Why is it that the earth gives way
After the finger cramps within mud?
He, then, with his foot
Hits me strongly on the face
Sawing on my exhausted fingers
Kicking me hard on the ribs
Tearing at my twitching lips
Binding me to the rest of life
Threw crumbs of pity for my feast
As the winner he stood over me
And laughed, talking about you
So you, still upon the altar
You combined youth and years
Mating before my very eyes.
I thought that you would wait for me
To wake from that depraved sleep;
But it was better to die in that dream.


Original Meter: Largely tetrameters, but rather erratic and switches without particular pattern between iambic and trochaic terrameters.

Original Rhyme Scheme: AABB, but the first line - which I have used as the title in quote marks as this poem doesn't have a proper title - stands alone and has no rhyming pair.

Comments: The first time I translated this, I interpreted this as a fairy tale. I didn't know enough German to reliably translate a few lines - the final six lines were the key, and also the ones that I couldn't translate.
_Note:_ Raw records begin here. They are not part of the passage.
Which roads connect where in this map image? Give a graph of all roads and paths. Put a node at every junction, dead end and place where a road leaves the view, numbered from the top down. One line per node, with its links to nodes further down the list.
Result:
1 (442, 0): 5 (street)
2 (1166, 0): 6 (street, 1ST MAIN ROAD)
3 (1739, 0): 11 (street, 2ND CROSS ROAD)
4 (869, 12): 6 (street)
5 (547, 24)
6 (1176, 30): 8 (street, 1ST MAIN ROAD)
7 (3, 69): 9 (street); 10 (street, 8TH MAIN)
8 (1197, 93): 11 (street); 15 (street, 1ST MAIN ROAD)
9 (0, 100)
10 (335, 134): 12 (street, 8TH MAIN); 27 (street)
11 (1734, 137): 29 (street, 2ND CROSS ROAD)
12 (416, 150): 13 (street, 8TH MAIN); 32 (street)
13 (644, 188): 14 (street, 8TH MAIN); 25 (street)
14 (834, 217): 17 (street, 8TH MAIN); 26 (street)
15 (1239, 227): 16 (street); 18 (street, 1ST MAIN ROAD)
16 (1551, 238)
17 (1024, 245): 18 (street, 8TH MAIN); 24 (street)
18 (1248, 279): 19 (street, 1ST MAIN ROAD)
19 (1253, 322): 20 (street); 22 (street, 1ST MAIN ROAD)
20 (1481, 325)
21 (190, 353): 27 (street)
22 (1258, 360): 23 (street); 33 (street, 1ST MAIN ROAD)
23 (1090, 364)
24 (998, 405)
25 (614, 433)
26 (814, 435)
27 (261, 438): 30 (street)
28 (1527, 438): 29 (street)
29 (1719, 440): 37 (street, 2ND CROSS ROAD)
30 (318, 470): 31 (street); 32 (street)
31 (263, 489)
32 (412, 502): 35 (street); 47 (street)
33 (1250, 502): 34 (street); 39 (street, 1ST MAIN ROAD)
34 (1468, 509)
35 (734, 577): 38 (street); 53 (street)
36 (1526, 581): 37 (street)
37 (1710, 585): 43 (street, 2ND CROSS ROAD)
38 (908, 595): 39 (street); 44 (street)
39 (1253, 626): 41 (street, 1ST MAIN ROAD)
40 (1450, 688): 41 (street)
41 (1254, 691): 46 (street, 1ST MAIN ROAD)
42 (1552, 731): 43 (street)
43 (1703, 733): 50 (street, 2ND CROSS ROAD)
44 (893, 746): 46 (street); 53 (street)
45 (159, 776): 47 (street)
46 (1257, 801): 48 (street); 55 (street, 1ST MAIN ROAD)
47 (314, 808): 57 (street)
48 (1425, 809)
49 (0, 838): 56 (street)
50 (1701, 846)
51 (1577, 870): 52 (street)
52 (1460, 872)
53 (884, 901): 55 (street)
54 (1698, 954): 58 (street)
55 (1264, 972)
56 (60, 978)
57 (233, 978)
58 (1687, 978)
Now that I know a bit more, I gave it another go. And hoo boy. Look at the final six lines in the first translation. (Italics preserved, as I fessed up back then that I wasn't sure of them.)

'So you, still on the altar
Were agreeing to test your years 
Of youth, before my very eyes
I thought that you would get better
And would awake from that corrupt sleep
And wait for me; alas, but you died in a dream.'

Then look at up the second, and quite likely more accurate, translation. Turned out the persona mourned himself, not the woman. Let this be a lesson to me about fudging translations with poetic words and trying to get away with it.